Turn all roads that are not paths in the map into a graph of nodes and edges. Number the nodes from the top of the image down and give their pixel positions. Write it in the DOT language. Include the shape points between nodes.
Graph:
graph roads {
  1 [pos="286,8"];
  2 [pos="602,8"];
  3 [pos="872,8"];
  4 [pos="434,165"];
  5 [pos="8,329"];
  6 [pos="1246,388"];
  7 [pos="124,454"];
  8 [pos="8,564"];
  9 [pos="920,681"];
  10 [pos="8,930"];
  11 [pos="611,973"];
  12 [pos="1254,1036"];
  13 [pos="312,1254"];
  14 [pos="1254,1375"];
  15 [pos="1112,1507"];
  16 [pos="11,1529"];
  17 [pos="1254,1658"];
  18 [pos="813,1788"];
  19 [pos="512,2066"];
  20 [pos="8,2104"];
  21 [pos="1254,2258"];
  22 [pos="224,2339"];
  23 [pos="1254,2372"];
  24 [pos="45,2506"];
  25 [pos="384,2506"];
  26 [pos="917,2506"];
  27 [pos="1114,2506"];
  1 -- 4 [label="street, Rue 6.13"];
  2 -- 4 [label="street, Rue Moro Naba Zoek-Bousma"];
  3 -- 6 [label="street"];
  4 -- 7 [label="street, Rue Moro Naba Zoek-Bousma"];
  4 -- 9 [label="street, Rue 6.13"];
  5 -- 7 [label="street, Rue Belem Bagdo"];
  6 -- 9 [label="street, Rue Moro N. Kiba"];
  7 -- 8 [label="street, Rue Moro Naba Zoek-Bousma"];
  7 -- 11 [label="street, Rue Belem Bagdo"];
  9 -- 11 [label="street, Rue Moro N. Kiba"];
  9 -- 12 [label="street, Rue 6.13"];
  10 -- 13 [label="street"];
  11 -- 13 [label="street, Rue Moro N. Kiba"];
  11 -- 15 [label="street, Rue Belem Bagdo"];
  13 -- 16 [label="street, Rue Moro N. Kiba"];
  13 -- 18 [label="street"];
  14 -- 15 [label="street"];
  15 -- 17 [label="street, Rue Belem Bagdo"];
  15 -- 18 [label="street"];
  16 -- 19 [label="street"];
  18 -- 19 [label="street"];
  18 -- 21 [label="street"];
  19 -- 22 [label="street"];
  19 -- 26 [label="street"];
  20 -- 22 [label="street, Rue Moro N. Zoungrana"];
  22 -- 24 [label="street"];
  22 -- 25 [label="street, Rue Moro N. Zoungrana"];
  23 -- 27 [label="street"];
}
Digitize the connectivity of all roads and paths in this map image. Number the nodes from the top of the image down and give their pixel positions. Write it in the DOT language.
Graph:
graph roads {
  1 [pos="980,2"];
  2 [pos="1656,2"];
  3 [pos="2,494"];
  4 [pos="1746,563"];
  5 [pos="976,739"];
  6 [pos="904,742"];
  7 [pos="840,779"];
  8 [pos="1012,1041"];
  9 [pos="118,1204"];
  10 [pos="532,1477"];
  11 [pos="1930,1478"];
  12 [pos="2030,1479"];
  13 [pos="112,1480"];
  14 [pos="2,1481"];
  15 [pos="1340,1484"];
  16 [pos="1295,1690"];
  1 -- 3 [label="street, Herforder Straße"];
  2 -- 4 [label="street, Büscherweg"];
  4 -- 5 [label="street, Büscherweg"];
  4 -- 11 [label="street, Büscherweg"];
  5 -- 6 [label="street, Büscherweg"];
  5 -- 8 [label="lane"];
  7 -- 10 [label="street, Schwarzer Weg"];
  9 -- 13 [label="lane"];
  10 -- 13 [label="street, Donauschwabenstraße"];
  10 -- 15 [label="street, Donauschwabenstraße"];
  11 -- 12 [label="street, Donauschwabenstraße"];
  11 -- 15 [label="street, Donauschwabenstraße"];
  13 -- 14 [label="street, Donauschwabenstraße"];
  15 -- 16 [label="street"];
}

· · · ·

● **Aim of the task**:
Give only the number of lines in the material above where the string "Moro" appears.

● **Result of the exercise**:
9